Exercise
The required result is one figure, the count of lines below with the string "lane" in them.

Dataset records
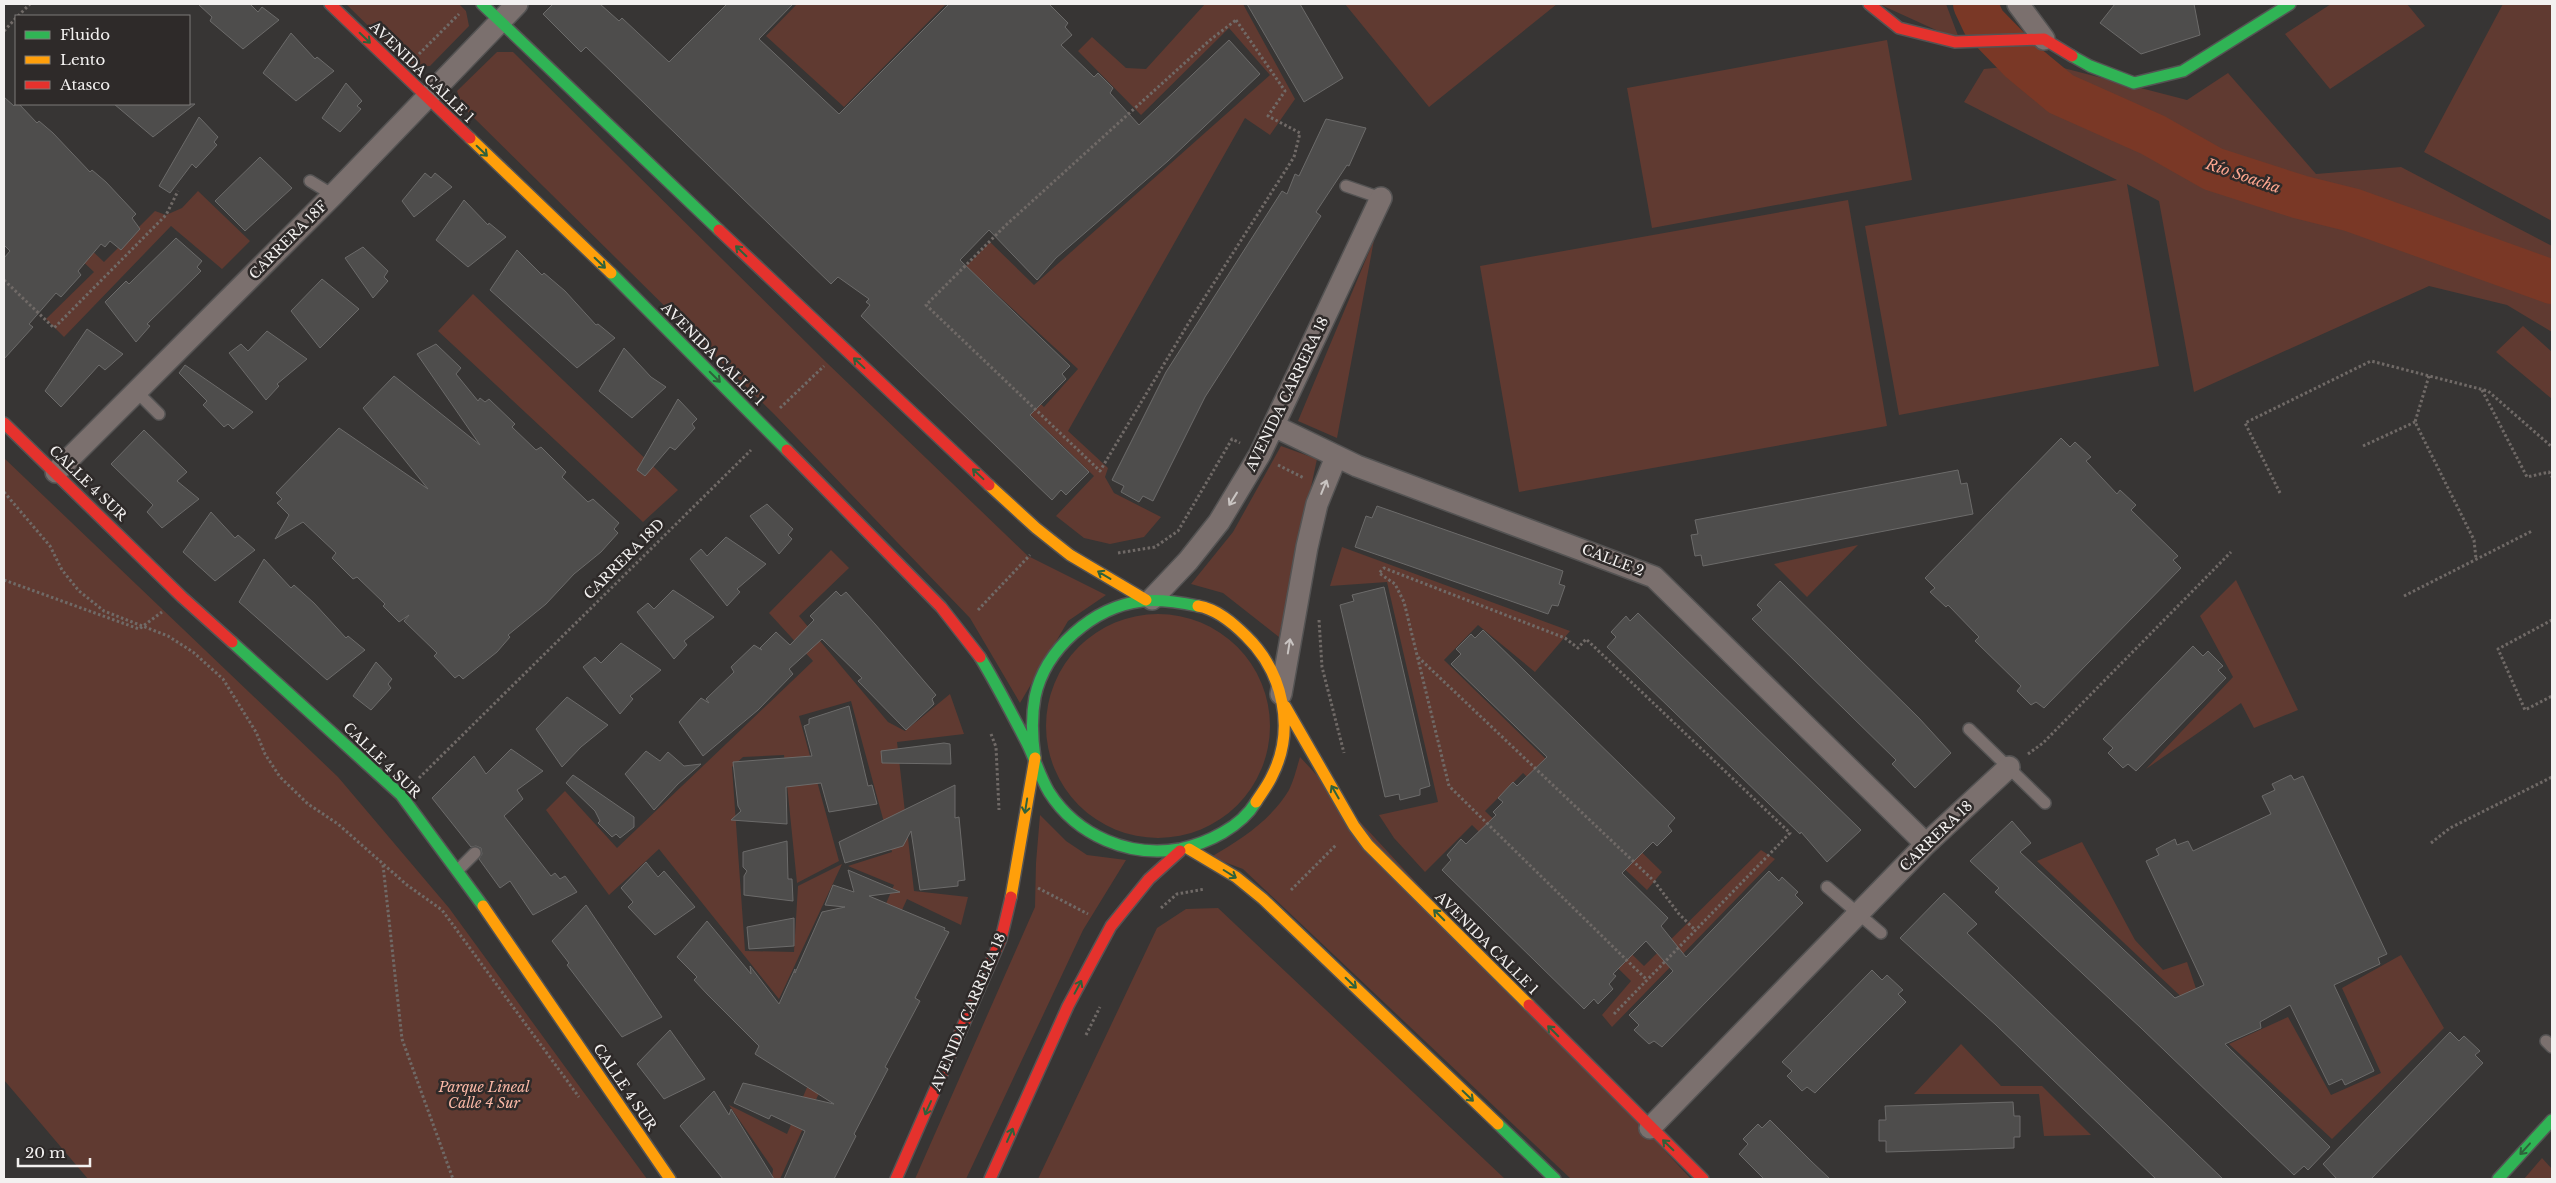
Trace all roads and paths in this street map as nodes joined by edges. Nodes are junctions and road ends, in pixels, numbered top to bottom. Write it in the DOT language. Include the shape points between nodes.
graph roads {
  1 [pos="30,4"];
  2 [pos="330,4"];
  3 [pos="482,4"];
  4 [pos="517,4"];
  5 [pos="1869,4"];
  6 [pos="2018,4"];
  7 [pos="2290,4"];
  8 [pos="462,11"];
  9 [pos="19,15"];
  10 [pos="15,19"];
  11 [pos="500,22"];
  12 [pos="4,31"];
  13 [pos="2036,39"];
  14 [pos="400,72"];
  15 [pos="428,99"];
  16 [pos="1294,157"];
  17 [pos="310,181"];
  18 [pos="1346,186"];
  19 [pos="178,191"];
  20 [pos="333,195"];
  21 [pos="1381,198"];
  22 [pos="4,280"];
  23 [pos="842,347"];
  24 [pos="2429,376"];
  25 [pos="2481,390"];
  26 [pos="136,392"];
  27 [pos="159,414"];
  28 [pos="2415,422"];
  29 [pos="4,423"];
  30 [pos="1274,426"];
  31 [pos="770,433"];
  32 [pos="2362,446"];
  33 [pos="2552,448"];
  34 [pos="1260,454"];
  35 [pos="1336,458"];
  36 [pos="56,472"];
  37 [pos="2552,477"];
  38 [pos="1324,488"];
  39 [pos="4,492"];
  40 [pos="2280,493"];
  41 [pos="2532,531"];
  42 [pos="1048,538"];
  43 [pos="2231,552"];
  44 [pos="1112,553"];
  45 [pos="2476,559"];
  46 [pos="4,580"];
  47 [pos="2404,596"];
  48 [pos="182,597"];
  49 [pos="1149,599"];
  50 [pos="1318,614"];
  51 [pos="2552,620"];
  52 [pos="143,626"];
  53 [pos="960,629"];
  54 [pos="1417,656"];
  55 [pos="2552,696"];
  56 [pos="1282,698"];
  57 [pos="1970,729"];
  58 [pos="990,730"];
  59 [pos="1345,754"];
  60 [pos="1035,758"];
  61 [pos="2009,767"];
  62 [pos="2552,777"];
  63 [pos="401,795"];
  64 [pos="2045,803"];
  65 [pos="998,814"];
  66 [pos="1354,826"];
  67 [pos="2431,843"];
  68 [pos="1926,844"];
  69 [pos="1184,850"];
  70 [pos="475,853"];
  71 [pos="383,864"];
  72 [pos="458,870"];
  73 [pos="1016,877"];
  74 [pos="1827,887"];
  75 [pos="1212,891"];
  76 [pos="1273,908"];
  77 [pos="1157,911"];
  78 [pos="1859,913"];
  79 [pos="1111,926"];
  80 [pos="1695,930"];
  81 [pos="1881,933"];
  82 [pos="1647,980"];
  83 [pos="1614,1014"];
  84 [pos="582,1101"];
  85 [pos="2552,1120"];
  86 [pos="1650,1128"];
  87 [pos="453,1179"];
  88 [pos="670,1179"];
  89 [pos="896,1179"];
  90 [pos="990,1179"];
  91 [pos="1555,1179"];
  92 [pos="1704,1179"];
  93 [pos="2498,1179"];
  1 -- 9 [label="path"];
  2 -- 14 [label="main road, AVENIDA CALLE 1, one-way"];
  3 -- 11 [label="main road"];
  4 -- 11 [label="street, CARRERA 18F"];
  5 -- 13 [label="main road" via="1898,28 1955,42"];
  6 -- 13 [label="street"];
  7 -- 13 [label="main road" via="2183,71 2134,83 2090,66"];
  8 -- 14 [label="path"];
  10 -- 12 [label="path"];
  11 -- 15 [label="street, CARRERA 18F"];
  23 -- 11 [label="main road, one-way"];
  14 -- 15 [label="main road, AVENIDA CALLE 1"];
  15 -- 20 [label="street, CARRERA 18F" via="412,111"];
  15 -- 31 [label="main road, AVENIDA CALLE 1, one-way" via="649,310"];
  16 -- 16 [label="path" via="1185,327 1100,471 926,305 1006,225 1236,20 1285,91 1268,116 1300,133"];
  17 -- 20 [label="lane"];
  18 -- 21 [label="lane"];
  19 -- 22 [label="path" via="166,215 54,328"];
  20 -- 26 [label="street, CARRERA 18F"];
  21 -- 30 [label="street, AVENIDA CARRERA 18"];
  23 -- 31 [label="path, CARRERA 18D" via="774,414"];
  42 -- 23 [label="main road, one-way"];
  24 -- 25 [label="path"];
  24 -- 28 [label="path"];
  24 -- 40 [label="path" via="2371,360 2244,423"];
  25 -- 33 [label="path" via="2488,391"];
  25 -- 37 [label="path" via="2527,477 2549,472"];
  26 -- 27 [label="lane"];
  26 -- 36 [label="street, CARRERA 18F"];
  28 -- 32 [label="path"];
  28 -- 45 [label="path" via="2474,540"];
  29 -- 36 [label="main road, CALLE 4 SUR"];
  30 -- 34 [label="street, AVENIDA CARRERA 18"];
  30 -- 35 [label="street, CALLE 2"];
  31 -- 53 [label="main road, AVENIDA CALLE 1"];
  31 -- 63 [label="path, CARRERA 18D"];
  34 -- 38 [label="path"];
  34 -- 44 [label="path" via="1232,440 1178,531 1155,547"];
  34 -- 49 [label="street, AVENIDA CARRERA 18, one-way" via="1219,522 1188,562"];
  38 -- 35 [label="street, one-way"];
  35 -- 68 [label="street, CALLE 2" via="1654,577"];
  36 -- 48 [label="main road, CALLE 4 SUR"];
  56 -- 38 [label="street, one-way" via="1298,588 1317,504"];
  39 -- 52 [label="path" via="50,546 62,570 79,591 104,610"];
  41 -- 45 [label="path"];
  49 -- 42 [label="main road, one-way"];
  42 -- 53 [label="path"];
  43 -- 61 [label="path" via="2043,743"];
  45 -- 47 [label="path"];
  46 -- 52 [label="path" via="139,629"];
  48 -- 52 [label="path"];
  48 -- 63 [label="main road, CALLE 4 SUR"];
  49 -- 56 [label="main road" via="1186,602 1219,614 1247,634 1268,662"];
  49 -- 60 [label="main road, AVENIDA CARRERA 18" via="1113,608 1083,624 1058,648 1041,678 1032,711"];
  50 -- 59 [label="path" via="1322,666"];
  51 -- 55 [label="path" via="2498,649 2525,710"];
  52 -- 71 [label="path" via="194,652 223,679 280,777 308,804 338,824"];
  53 -- 60 [label="main road, AVENIDA CALLE 1"];
  54 -- 80 [label="path" via="1654,882"];
  54 -- 80 [label="path" via="1404,602 1395,584 1379,574 1384,568 1564,638 1578,648 1586,639 1790,833"];
  54 -- 82 [label="path" via="1449,786"];
  66 -- 56 [label="main road, AVENIDA CALLE 1, one-way"];
  56 -- 69 [label="main road" via="1284,741 1269,785 1253,809 1224,834"];
  57 -- 61 [label="lane"];
  58 -- 65 [label="path" via="996,747"];
  60 -- 69 [label="main road" via="1047,788 1064,812 1087,831 1113,845 1142,852"];
  60 -- 73 [label="main road, AVENIDA CARRERA 18, one-way"];
  61 -- 64 [label="lane"];
  61 -- 68 [label="street, CARRERA 18"];
  62 -- 67 [label="path" via="2450,828"];
  63 -- 72 [label="main road, CALLE 4 SUR"];
  66 -- 76 [label="path"];
  86 -- 66 [label="main road, AVENIDA CALLE 1, one-way" via="1368,845"];
  68 -- 78 [label="street, CARRERA 18"];
  69 -- 76 [label="main road, one-way" via="1236,877"];
  69 -- 79 [label="main road" via="1149,879"];
  70 -- 72 [label="lane"];
  71 -- 84 [label="path" via="442,910"];
  71 -- 87 [label="path" via="402,1039"];
  72 -- 88 [label="main road, CALLE 4 SUR"];
  73 -- 79 [label="path"];
  73 -- 89 [label="main road, AVENIDA CARRERA 18, one-way" via="1001,939"];
  74 -- 78 [label="lane"];
  75 -- 77 [label="path" via="1204,889 1177,894"];
  76 -- 91 [label="main road, one-way"];
  78 -- 81 [label="lane"];
  78 -- 86 [label="street, CARRERA 18"];
  90 -- 79 [label="main road, one-way" via="1068,1006"];
  80 -- 82 [label="path"];
  82 -- 83 [label="path"];
  85 -- 93 [label="main road, one-way" via="2543,1136"];
  92 -- 86 [label="main road, AVENIDA CALLE 1, one-way"];
}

Task solution
8